Saved data entries:
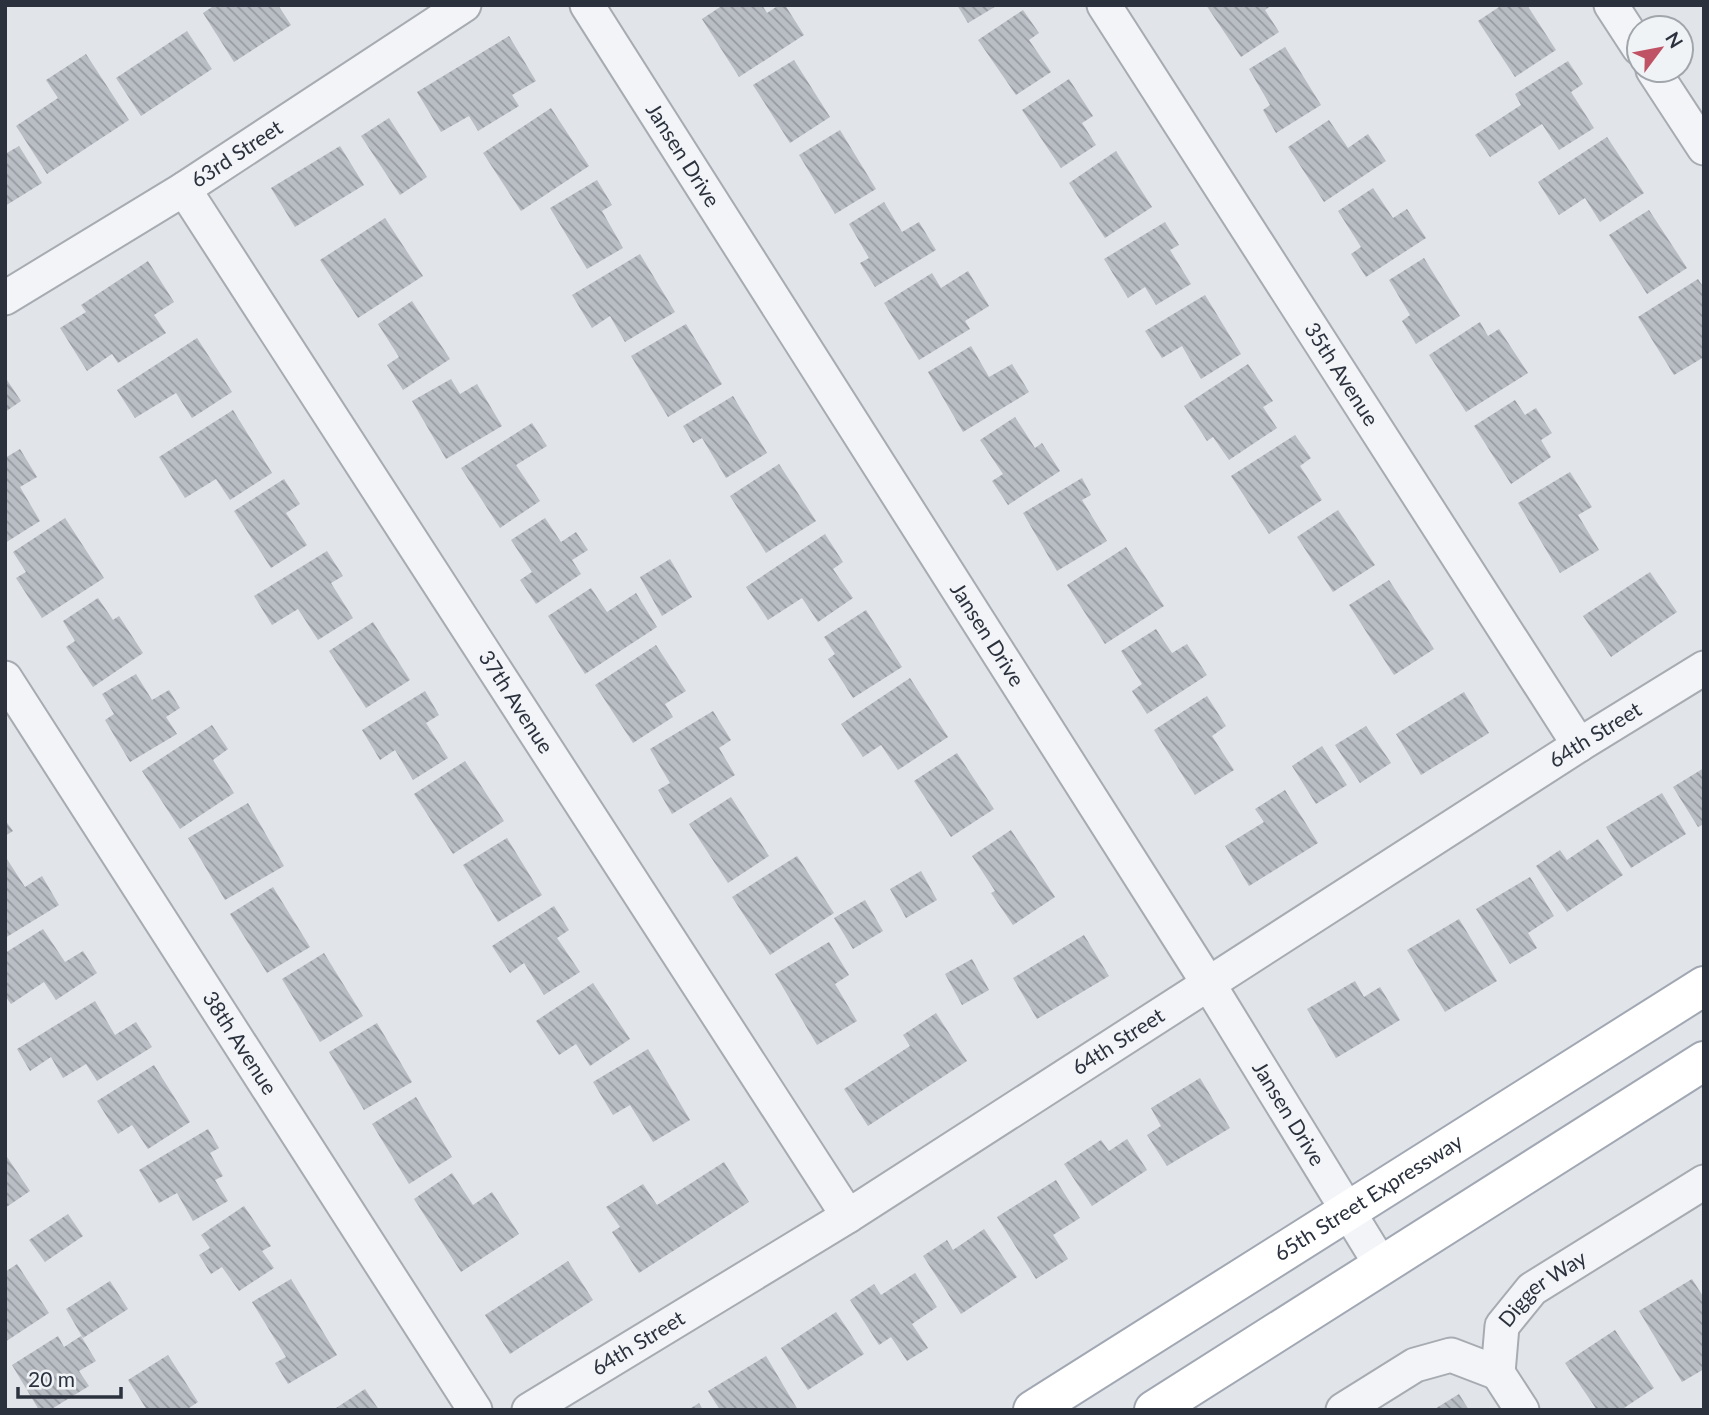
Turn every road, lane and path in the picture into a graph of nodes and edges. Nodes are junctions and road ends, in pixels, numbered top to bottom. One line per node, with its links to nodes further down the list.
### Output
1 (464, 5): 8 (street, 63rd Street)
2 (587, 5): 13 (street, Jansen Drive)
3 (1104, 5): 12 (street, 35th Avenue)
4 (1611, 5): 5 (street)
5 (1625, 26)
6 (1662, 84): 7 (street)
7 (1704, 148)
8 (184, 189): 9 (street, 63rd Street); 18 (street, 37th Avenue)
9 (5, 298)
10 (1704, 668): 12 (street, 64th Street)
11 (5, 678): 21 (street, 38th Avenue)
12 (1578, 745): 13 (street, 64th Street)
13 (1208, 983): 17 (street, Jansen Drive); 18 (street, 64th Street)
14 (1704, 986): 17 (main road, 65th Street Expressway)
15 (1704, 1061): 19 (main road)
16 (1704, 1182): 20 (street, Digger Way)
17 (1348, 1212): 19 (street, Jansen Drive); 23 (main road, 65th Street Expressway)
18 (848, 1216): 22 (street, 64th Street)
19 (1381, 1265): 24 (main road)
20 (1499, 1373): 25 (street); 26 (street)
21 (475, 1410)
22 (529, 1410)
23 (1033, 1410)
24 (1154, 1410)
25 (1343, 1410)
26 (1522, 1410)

Requirement:
When copying the entries above, keep each word as it is and exclude any image.

Output for this task:
Turn every road, lane and path in the picture into a graph of nodes and edges. Nodes are junctions and road ends, in pixels, numbered top to bottom. One line per node, with its links to nodes further down the list.
### Output
1 (464, 5): 8 (street, 63rd Street)
2 (587, 5): 13 (street, Jansen Drive)
3 (1104, 5): 12 (street, 35th Avenue)
4 (1611, 5): 5 (street)
5 (1625, 26)
6 (1662, 84): 7 (street)
7 (1704, 148)
8 (184, 189): 9 (street, 63rd Street); 18 (street, 37th Avenue)
9 (5, 298)
10 (1704, 668): 12 (street, 64th Street)
11 (5, 678): 21 (street, 38th Avenue)
12 (1578, 745): 13 (street, 64th Street)
13 (1208, 983): 17 (street, Jansen Drive); 18 (street, 64th Street)
14 (1704, 986): 17 (main road, 65th Street Expressway)
15 (1704, 1061): 19 (main road)
16 (1704, 1182): 20 (street, Digger Way)
17 (1348, 1212): 19 (street, Jansen Drive); 23 (main road, 65th Street Expressway)
18 (848, 1216): 22 (street, 64th Street)
19 (1381, 1265): 24 (main road)
20 (1499, 1373): 25 (street); 26 (street)
21 (475, 1410)
22 (529, 1410)
23 (1033, 1410)
24 (1154, 1410)
25 (1343, 1410)
26 (1522, 1410)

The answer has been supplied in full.